One of the readings this week
profiled the startup company Verdigris, and had a discussion on how the use of
proper technology has helped this company to become a leader in connected
buildings and using big data analytics to sustain efficient energy practices.
The mention of this company made me interested in whether or not there were
efforts to analyze the effects on energy by increasing efficiency in supply
chain management and how technology has been able to make companies more
“green”. Has innovation of technological solutions to be used in supply chains
actually helped to not only increase efficiency for the sake of cost but also
for the sake of the environment?
Terra Technology aids large
companies in managing their supply chain and inventory practices by equipping
them with the right information to tackle market volatility. Their Thought
Leadership has many articles about accurate forecasting and using industry
benchmarks to further your organization, but they also discuss how efficiency
in supply chain can lead to sustainable practices. According to their research,
cutting 10 days of inventory can lead to an annual deduction of 33% of a
company’s carbon and water footprints.[1] A
term coined “Inventory Footprint” is looked at from the viewpoint of combining
large inventory effects on capital, carbon, and water. From our previous class
discussions, we know now that having too much inventory or mismanaged inventory
ties up the company’s capital that could otherwise be used for further
investments or simply allowing cash on hand. However, as mentioned in the
editorial regarding predictive analytics and big data usage, analyzing large
data on consumer choices and inventory can better the real time forecasting of
companies and allowing for more accurate levels of inventory, thereby allowing
for more sustainable practices. Terra Technology even offers a sustainability
calculator to allow for companies to see how their changes in days in inventory
can affect their carbon and water footprint.[2]

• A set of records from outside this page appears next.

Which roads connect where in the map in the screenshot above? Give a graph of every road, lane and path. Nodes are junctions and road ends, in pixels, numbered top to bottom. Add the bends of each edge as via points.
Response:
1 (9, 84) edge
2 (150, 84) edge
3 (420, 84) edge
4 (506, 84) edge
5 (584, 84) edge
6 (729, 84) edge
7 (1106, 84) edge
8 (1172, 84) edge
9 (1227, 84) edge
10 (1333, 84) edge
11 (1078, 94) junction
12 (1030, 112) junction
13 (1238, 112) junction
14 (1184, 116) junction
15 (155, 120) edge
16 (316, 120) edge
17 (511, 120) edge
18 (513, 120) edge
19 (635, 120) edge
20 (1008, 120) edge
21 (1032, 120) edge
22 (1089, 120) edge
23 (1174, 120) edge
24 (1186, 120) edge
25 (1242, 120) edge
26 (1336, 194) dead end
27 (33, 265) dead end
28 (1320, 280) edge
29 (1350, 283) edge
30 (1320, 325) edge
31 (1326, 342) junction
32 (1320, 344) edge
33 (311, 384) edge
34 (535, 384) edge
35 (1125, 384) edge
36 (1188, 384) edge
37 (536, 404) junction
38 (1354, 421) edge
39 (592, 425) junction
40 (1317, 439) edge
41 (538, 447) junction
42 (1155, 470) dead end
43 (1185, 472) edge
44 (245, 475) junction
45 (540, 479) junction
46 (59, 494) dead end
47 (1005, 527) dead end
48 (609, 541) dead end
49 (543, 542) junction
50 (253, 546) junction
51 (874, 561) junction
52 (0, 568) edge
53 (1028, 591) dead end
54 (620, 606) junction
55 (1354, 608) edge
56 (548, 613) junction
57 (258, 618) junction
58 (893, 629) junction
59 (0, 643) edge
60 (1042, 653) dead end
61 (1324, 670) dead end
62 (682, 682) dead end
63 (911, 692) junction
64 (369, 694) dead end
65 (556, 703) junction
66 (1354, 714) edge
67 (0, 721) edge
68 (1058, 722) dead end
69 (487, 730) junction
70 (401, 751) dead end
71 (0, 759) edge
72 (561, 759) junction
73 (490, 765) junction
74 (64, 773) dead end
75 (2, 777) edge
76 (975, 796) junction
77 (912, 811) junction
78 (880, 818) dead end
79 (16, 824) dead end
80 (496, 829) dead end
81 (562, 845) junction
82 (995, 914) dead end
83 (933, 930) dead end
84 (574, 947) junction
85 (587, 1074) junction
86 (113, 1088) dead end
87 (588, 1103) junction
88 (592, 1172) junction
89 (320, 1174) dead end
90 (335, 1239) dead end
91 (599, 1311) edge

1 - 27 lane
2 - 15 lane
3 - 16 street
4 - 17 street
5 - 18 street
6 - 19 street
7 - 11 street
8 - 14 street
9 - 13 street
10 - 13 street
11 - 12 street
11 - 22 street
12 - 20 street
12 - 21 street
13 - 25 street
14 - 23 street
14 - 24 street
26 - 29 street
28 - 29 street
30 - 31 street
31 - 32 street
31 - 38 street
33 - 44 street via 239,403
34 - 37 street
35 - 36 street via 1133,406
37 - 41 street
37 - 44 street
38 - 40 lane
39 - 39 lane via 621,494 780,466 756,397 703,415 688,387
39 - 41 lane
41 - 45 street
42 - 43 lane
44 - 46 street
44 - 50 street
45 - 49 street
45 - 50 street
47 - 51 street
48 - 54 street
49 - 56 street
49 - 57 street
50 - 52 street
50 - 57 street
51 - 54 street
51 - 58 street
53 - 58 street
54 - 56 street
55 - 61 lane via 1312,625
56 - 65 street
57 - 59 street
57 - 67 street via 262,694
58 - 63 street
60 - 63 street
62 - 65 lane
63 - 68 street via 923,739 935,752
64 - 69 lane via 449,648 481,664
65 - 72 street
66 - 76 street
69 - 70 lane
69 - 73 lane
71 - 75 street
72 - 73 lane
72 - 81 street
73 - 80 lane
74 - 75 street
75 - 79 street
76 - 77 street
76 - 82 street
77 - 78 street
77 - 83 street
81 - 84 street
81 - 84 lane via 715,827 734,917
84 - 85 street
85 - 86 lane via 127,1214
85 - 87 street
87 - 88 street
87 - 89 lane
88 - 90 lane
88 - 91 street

Therefore, arguably, with better technology and overall predictive analytics of
big data that will be ever present, there can be more efforts to sustain the
use of our natural resources.
Another topic that piqued my
interest from the articles this week is the governance of big data. The
editorial on this topic spoke of how big data has the power to transform
industries and what skills will be required in order to properly analyze this
data. While big data is starting to have positive effects on many industries so
far, especially in healthcare, how does the legality aspect tie in? What
governing laws are there now about the use of big data and what will be the
future for these policies? According to Bird & Bird, a law firm, the legal
implications of Big Data are ownership of data and usage rights.[3]
Privacy is obviously a huge issue with big data – what fields are allowed to be
extracted for the application to sophisticated algorithms? Additionally, how
long is big data required to be stored and in what shape and form? Finally, how
will customer consent play into the utilization of big data? As the article
describing the “internet of things” discusses, almost all objects that we are
familiar with will be able to store data and share it on the internet. This
progression of technology will have to be followed by a wave of legal policies
in order to support this infrastructure. The question becomes how soon will it
be required and what will it entail?